WHAT YOU SHOULD DO> Check each line of the records below for the word "Right" and copy those where it appears.

Images with keypoint coordinates>
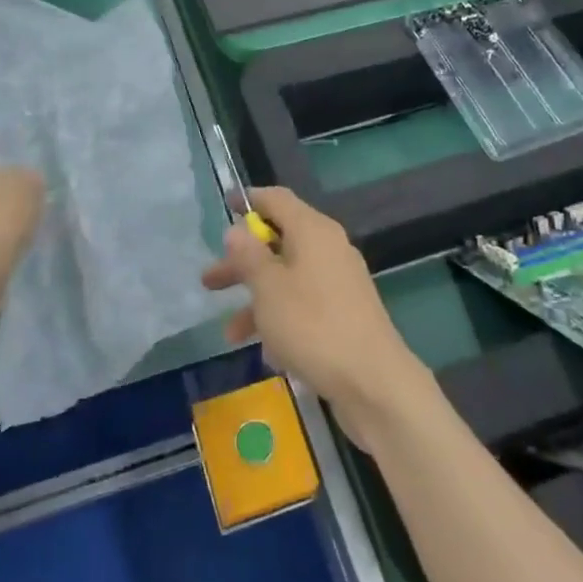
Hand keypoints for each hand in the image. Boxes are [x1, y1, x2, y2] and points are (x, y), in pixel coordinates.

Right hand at [202, 187, 429, 448]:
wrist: (373, 382)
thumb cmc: (313, 326)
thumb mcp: (269, 288)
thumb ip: (249, 256)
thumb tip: (237, 230)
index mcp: (313, 231)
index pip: (277, 199)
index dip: (249, 201)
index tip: (224, 206)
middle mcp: (329, 248)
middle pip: (278, 242)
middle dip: (242, 262)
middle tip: (209, 281)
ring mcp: (340, 281)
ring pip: (288, 278)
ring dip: (257, 299)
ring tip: (230, 333)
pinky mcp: (345, 313)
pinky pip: (304, 304)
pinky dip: (281, 319)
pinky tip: (268, 353)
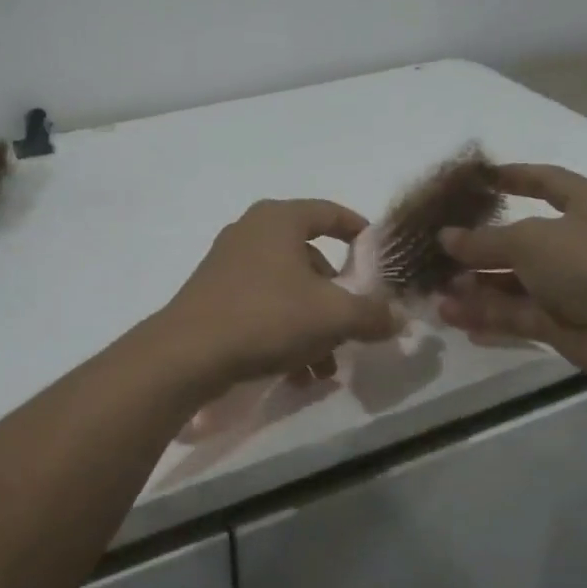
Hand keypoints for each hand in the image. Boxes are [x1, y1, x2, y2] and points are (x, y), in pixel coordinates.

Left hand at [156, 199, 396, 387]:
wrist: (188, 354)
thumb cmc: (267, 317)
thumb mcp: (333, 316)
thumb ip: (372, 314)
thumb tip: (399, 318)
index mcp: (280, 219)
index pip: (330, 212)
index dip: (360, 232)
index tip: (379, 258)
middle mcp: (252, 233)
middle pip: (311, 259)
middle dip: (337, 298)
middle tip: (353, 326)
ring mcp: (229, 264)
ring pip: (288, 290)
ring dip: (314, 327)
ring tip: (324, 368)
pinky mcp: (214, 296)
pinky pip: (263, 308)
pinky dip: (285, 334)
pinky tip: (296, 374)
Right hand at [435, 164, 586, 379]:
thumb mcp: (530, 240)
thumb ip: (484, 240)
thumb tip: (446, 238)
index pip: (547, 182)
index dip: (515, 176)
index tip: (479, 178)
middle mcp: (580, 244)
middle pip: (521, 241)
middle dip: (480, 248)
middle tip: (439, 251)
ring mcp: (571, 286)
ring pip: (514, 283)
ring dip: (476, 287)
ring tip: (436, 291)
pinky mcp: (562, 323)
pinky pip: (516, 314)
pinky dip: (486, 315)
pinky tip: (452, 317)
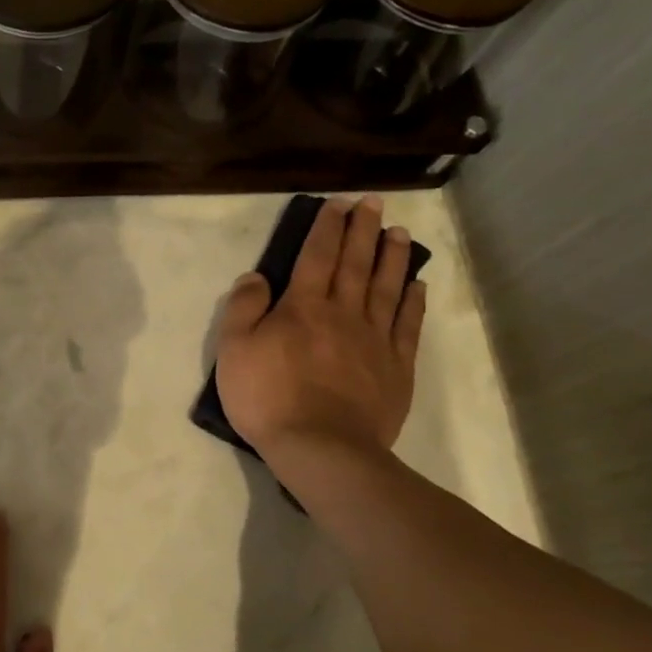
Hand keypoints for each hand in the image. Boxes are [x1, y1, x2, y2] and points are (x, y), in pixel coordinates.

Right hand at [214, 194, 425, 459]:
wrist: (321, 448)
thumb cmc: (268, 398)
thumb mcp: (234, 351)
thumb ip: (244, 308)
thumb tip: (256, 277)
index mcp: (303, 307)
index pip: (317, 256)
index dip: (327, 228)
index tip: (337, 205)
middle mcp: (344, 313)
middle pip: (356, 263)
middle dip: (363, 230)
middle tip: (373, 204)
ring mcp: (375, 339)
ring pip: (387, 287)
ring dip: (393, 257)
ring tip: (399, 233)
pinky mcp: (395, 367)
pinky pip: (407, 325)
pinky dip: (413, 302)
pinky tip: (417, 286)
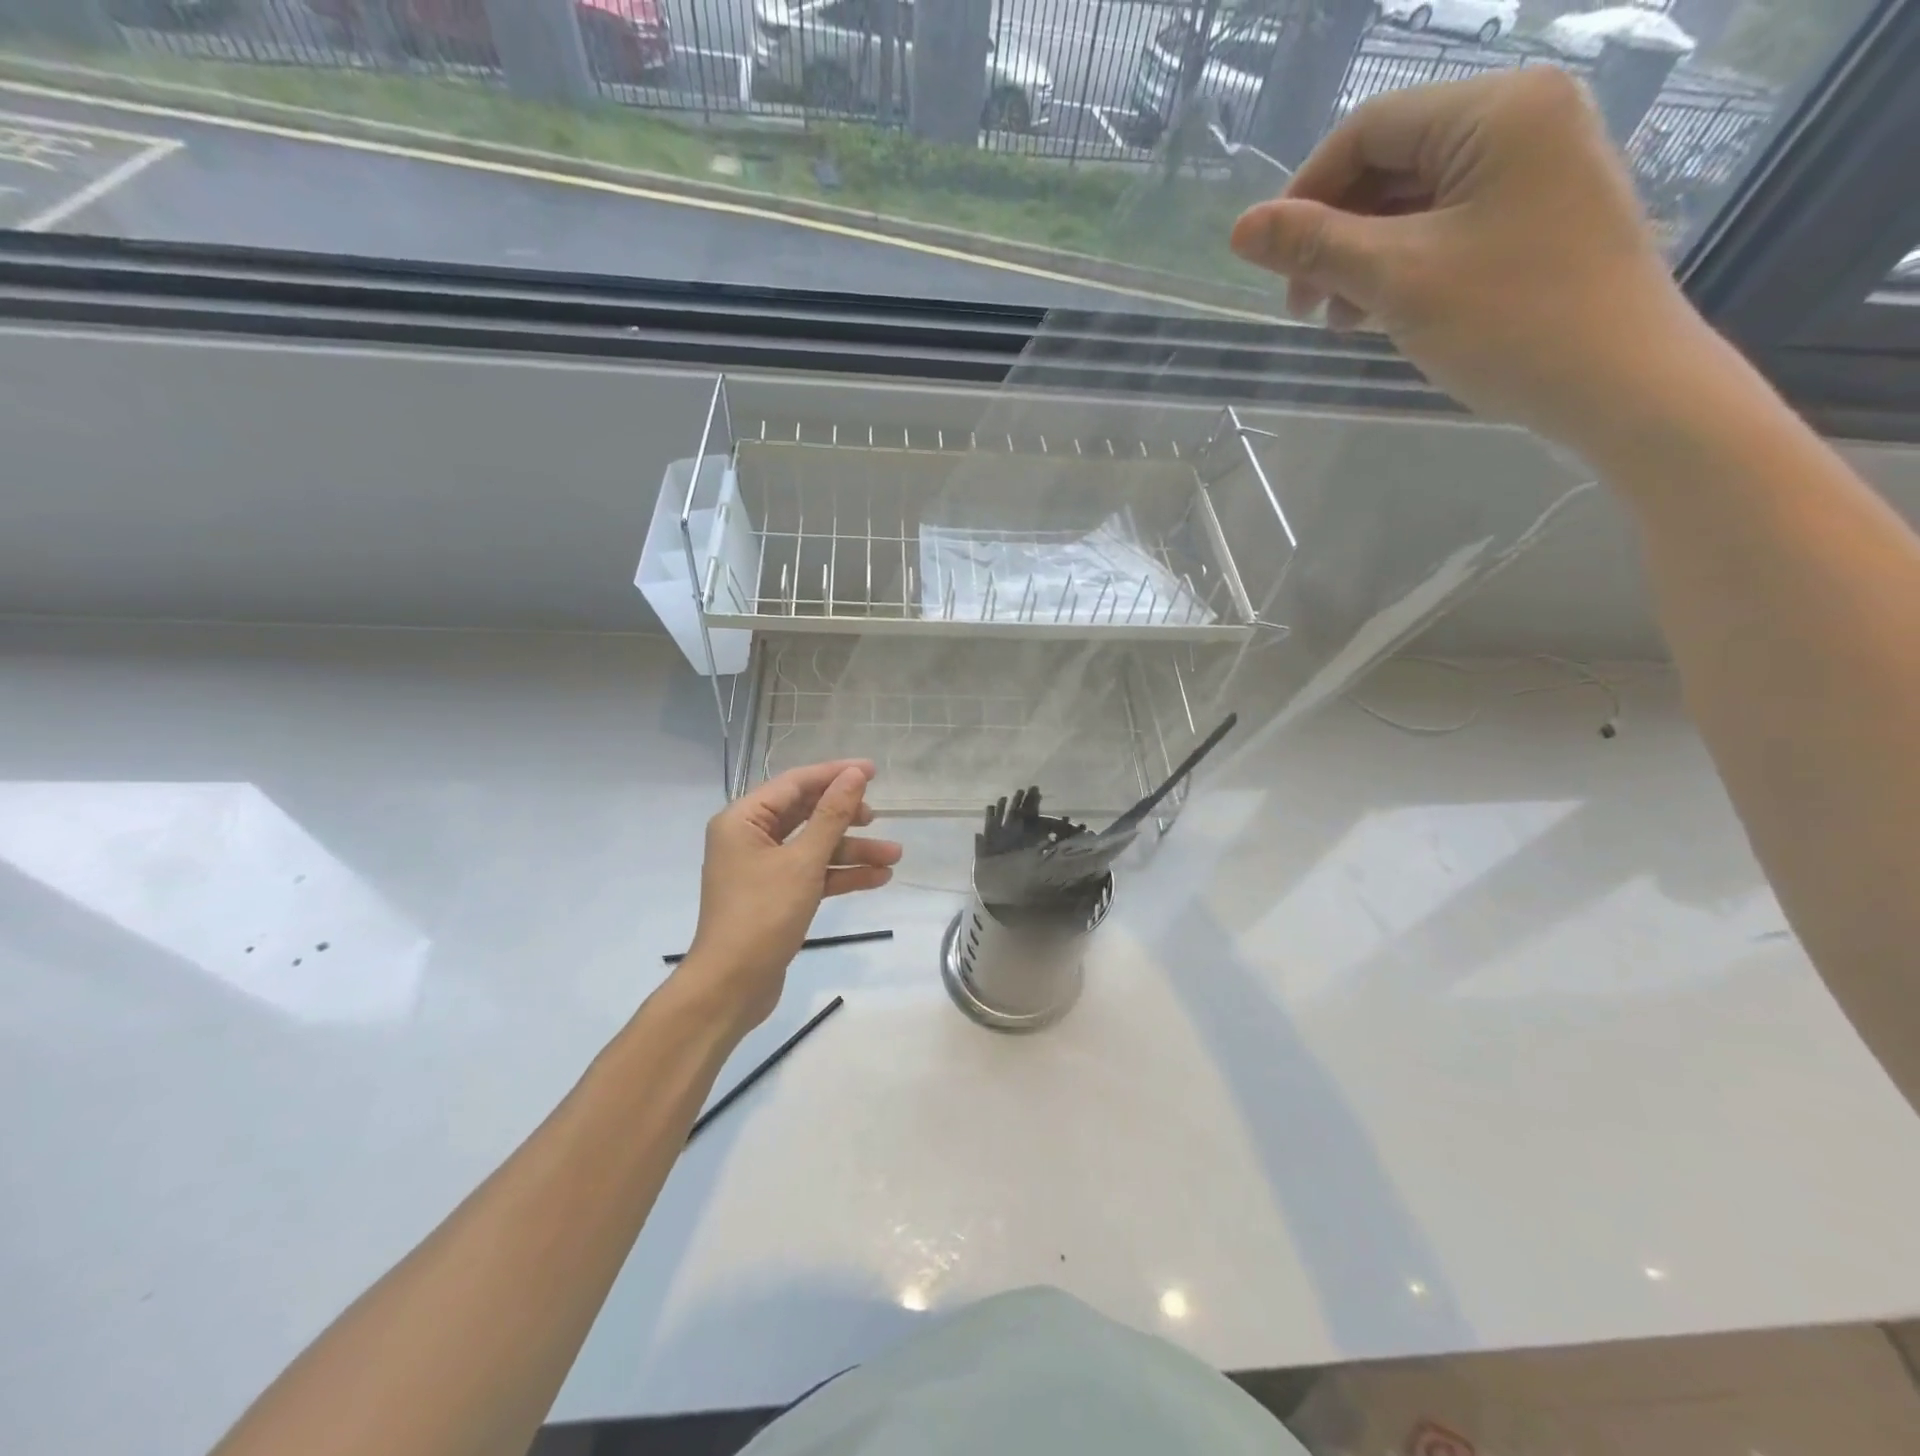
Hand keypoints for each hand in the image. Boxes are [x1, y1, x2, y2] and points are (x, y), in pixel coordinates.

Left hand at [681, 760, 901, 1032]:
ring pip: (814, 847)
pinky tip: (878, 878)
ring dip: (852, 850)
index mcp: (743, 819)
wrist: (731, 987)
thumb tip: (855, 774)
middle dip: (847, 818)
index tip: (873, 770)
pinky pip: (813, 873)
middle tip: (879, 817)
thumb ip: (832, 815)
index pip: (795, 784)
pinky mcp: (776, 895)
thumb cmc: (763, 915)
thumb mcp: (803, 861)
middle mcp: (750, 837)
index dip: (835, 774)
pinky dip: (842, 874)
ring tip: (894, 856)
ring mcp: (763, 868)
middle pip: (806, 814)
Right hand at [1228, 70, 1708, 456]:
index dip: (1305, 193)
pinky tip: (1381, 314)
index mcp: (1496, 111)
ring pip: (1415, 201)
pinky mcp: (1538, 216)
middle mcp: (1523, 120)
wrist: (1618, 383)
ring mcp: (1536, 168)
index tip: (1271, 264)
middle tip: (1303, 307)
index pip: (1369, 129)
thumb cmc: (1509, 321)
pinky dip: (1402, 267)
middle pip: (1392, 163)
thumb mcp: (1397, 280)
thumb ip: (1316, 246)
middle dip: (1334, 235)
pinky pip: (1447, 226)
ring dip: (1362, 259)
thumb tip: (1241, 228)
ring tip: (1342, 321)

ANSWER BOX>
Right hand at [202, 187, 429, 448]:
Right hand at [435, 164, 586, 379]:
Right hand at [214, 194, 425, 459]:
Right hand at [1228, 70, 1708, 456]:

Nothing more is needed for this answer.